Other provisions include limiting current campaign contributions from $1,000 to $250. And, using city money, another would provide a $25 refund as part of a rebate program to people who donate to city candidates—which draws more controversy. Baer says the goal is to get more people involved.
“So, many times people are going ‘well, these large donations are going in and our elected officials aren’t hearing us anymore because they are beholden to the people who have made large donations,’” said Baer. “This $25 donation where they can apply for a refund is designed to get the every day citizen involved that can’t afford to get involved and get people to feel like the government and elected officials are beholden to them than these large donations.”
But, First Presbyterian Church pastor Brant Copeland is against the idea. He’s one of the people who sat on the city’s ethics panel. And, he says he’ll vote against it on Election Day.
“Well, the way I understand it is for candidates for Mayor or city commission, a donor can give whatever amount of money they like to that candidate, but the city would be required from its own funds to reimburse the donor up to $25. So, the donor gives the money to the candidate, the candidate keeps the money, and the city pays the donor. I can’t understand how it empowers citizens, but it could impoverish the city, so…”
That was also part of the legal challenge against the “ethics anti-corruption code” amendment that city attorney Lew Shelley brought.
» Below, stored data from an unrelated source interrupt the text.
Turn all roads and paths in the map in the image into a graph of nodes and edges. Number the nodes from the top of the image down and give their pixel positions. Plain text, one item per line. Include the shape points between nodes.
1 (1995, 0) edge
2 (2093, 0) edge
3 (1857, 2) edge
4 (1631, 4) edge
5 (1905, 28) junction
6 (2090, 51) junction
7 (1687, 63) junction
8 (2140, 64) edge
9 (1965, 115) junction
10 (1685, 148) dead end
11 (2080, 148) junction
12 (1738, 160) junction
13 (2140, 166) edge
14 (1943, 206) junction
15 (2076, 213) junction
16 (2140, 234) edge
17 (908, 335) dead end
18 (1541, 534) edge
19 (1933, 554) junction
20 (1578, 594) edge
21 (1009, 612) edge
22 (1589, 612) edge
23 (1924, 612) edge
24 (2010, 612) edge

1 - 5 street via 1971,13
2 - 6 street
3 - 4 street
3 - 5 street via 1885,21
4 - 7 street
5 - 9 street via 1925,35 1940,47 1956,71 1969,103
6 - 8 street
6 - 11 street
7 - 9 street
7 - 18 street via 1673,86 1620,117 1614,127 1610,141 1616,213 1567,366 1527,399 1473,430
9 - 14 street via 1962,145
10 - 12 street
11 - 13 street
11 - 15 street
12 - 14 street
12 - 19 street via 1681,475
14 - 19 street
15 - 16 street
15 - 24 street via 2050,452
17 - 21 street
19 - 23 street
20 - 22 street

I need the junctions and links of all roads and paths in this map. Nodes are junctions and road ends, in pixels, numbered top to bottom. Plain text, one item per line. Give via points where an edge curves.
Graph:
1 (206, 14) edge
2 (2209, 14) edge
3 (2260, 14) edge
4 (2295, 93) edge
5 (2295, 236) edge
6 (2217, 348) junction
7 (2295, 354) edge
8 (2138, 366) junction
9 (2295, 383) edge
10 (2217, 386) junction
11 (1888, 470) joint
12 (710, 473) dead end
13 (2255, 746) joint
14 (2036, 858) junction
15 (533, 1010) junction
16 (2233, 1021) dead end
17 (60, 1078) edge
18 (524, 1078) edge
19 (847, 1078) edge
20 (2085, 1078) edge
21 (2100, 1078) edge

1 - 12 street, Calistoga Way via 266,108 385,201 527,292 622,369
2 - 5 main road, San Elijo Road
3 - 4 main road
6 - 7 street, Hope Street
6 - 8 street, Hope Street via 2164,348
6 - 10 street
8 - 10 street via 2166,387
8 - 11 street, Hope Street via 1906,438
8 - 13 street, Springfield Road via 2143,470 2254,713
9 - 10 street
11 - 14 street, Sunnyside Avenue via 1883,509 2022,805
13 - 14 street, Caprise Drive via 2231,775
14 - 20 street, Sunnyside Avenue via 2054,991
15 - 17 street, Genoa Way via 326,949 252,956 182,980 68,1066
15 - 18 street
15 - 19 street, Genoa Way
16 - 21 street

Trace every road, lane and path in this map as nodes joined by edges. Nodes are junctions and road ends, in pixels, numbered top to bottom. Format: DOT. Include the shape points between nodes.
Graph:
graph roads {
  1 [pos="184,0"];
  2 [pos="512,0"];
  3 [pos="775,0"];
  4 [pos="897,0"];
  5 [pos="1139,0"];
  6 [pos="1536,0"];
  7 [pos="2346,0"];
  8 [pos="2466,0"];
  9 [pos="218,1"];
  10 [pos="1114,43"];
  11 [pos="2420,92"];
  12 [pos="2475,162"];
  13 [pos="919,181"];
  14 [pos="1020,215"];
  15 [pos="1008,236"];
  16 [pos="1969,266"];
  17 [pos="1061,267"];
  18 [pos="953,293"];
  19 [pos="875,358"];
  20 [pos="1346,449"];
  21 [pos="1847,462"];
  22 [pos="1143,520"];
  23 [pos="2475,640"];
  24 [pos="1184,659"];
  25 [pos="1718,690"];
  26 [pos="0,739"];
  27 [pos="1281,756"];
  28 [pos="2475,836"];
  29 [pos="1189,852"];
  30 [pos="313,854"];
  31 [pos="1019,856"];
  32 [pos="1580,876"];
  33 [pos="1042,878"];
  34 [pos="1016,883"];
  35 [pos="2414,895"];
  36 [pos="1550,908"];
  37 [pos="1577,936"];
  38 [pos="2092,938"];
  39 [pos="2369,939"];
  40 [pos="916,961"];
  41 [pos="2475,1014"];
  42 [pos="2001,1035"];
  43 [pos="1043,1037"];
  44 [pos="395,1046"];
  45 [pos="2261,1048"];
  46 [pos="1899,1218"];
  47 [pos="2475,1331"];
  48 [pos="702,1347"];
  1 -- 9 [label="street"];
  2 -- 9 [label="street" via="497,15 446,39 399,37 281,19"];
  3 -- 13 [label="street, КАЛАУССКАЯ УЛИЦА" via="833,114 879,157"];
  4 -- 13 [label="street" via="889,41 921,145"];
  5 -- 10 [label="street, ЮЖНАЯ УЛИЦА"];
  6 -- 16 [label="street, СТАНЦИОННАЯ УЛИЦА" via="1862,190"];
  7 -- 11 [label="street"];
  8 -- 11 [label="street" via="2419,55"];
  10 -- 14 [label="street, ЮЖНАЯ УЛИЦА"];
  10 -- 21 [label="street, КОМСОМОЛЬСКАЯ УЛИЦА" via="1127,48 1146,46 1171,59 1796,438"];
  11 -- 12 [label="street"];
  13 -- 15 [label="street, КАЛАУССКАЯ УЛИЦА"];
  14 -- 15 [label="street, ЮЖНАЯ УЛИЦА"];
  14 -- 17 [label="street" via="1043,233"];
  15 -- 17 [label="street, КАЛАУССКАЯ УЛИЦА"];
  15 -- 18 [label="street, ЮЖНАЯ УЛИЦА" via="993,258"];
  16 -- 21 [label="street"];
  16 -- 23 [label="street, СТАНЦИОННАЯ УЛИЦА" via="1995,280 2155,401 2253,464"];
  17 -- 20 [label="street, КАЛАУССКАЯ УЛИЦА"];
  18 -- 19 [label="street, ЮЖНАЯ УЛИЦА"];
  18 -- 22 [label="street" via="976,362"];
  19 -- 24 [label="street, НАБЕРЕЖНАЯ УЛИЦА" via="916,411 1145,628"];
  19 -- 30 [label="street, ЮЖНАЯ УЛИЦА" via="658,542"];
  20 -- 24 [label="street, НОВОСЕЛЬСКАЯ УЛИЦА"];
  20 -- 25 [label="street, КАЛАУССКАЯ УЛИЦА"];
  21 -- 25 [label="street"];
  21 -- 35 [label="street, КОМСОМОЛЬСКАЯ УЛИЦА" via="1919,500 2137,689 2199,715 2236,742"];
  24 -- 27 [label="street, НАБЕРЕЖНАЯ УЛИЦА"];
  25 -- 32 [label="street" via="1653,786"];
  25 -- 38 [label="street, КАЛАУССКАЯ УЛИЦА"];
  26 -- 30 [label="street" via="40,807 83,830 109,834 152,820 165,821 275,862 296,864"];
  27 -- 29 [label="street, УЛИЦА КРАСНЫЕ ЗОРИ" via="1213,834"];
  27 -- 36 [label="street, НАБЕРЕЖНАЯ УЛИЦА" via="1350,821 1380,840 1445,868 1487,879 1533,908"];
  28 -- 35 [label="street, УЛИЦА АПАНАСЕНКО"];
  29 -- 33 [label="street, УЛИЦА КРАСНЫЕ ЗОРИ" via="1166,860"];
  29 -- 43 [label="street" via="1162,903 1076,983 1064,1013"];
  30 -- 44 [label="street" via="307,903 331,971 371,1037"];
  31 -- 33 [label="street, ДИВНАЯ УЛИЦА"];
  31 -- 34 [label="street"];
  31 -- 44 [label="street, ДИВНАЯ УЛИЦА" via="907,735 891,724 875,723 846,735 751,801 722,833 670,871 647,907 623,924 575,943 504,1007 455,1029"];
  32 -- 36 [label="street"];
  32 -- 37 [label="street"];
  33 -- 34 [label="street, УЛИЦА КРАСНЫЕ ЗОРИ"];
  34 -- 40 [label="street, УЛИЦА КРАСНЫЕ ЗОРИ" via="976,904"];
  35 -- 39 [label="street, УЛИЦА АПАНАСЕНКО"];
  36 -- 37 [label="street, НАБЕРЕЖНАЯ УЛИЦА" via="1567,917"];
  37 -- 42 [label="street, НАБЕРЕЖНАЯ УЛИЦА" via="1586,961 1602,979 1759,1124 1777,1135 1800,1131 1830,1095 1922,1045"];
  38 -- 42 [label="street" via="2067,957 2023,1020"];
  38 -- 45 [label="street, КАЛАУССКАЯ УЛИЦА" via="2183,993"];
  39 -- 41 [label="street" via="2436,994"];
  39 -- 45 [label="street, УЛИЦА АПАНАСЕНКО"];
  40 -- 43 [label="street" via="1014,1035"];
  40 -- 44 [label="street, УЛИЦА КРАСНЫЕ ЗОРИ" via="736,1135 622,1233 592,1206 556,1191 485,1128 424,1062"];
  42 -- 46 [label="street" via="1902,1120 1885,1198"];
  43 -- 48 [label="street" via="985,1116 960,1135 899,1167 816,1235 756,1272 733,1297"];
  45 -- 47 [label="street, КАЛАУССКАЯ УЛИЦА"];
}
He also argued in court the ballot language is “misleading and inflammatory,” adding that it implies there's corruption to root out. But, a judge didn’t agree. Now, he says just wants voters to see both sides.
“I think the thing folks need to be aware of is we had a full year of a blue ribbon panel looking at the state of city ethics and after many outside speakers, both local and statewide came in and made recommendations, and the specific scheme of the outside ethics commission—separate from the city commission—was fully considered and rejected by that panel. So, the Citizens for Ethics Reform is simply taking another shot at that and we’ll see how it goes,” said Shelley.
Meanwhile, the amendment focuses on the Tallahassee area, and Citizens for Ethics Reform is hoping if it passes, it will extend to other areas of government, such as the county level.